> **AIM OF THE TASK**: From the line that includes "index tip: (1034, 812)" to the closing line of the data, please transcribe every line exactly and add nothing.

> **GIVEN DATA**:
*** Begin section ***

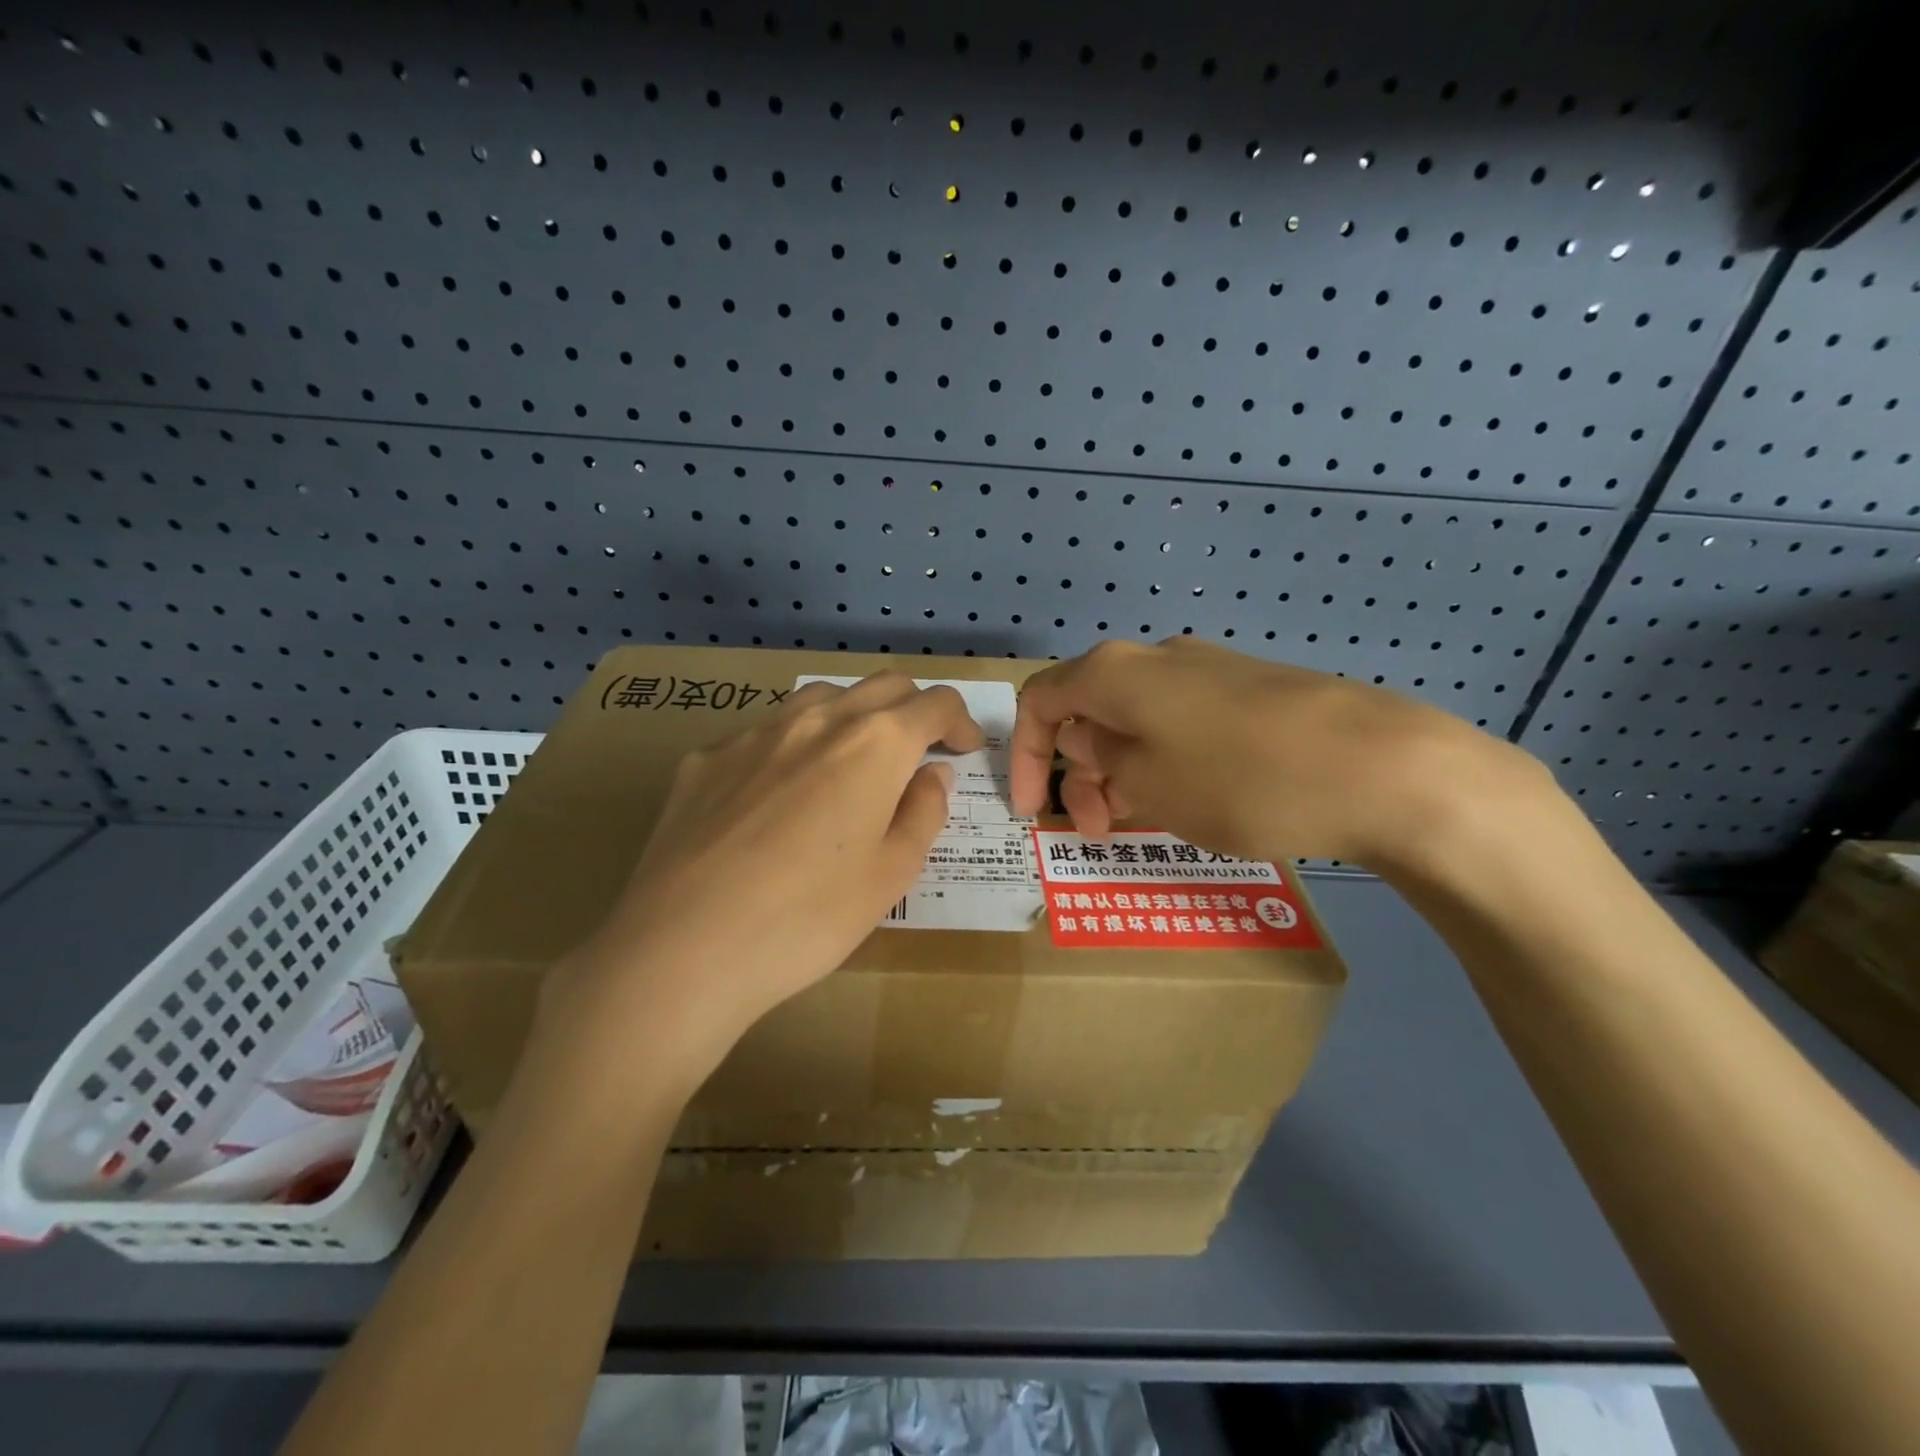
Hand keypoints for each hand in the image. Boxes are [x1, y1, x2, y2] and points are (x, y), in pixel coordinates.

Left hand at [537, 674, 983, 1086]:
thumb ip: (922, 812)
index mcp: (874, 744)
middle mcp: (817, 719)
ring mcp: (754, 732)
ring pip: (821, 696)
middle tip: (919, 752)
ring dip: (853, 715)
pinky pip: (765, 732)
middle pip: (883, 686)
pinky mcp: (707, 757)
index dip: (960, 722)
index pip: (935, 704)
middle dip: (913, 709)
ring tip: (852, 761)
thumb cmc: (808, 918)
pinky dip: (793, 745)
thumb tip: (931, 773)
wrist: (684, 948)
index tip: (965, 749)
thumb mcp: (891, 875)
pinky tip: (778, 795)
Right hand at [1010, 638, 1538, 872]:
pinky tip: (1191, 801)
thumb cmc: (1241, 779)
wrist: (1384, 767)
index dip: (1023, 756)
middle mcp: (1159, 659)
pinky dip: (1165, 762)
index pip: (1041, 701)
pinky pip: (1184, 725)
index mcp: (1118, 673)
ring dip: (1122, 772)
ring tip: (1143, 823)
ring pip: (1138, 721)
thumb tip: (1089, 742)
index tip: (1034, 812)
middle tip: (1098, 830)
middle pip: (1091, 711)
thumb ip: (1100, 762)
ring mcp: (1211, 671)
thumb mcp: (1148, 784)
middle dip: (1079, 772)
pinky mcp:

*** End section ***

> **OUTPUT**:
index tip: (1034, 812)
middle tip: (1098, 830)
middle pip: (1091, 711)
thumb ip: (1100, 762)
ring mcp: (1211, 671)
thumb mcp: (1148, 784)
middle dip: (1079, 772)
pinky mcp:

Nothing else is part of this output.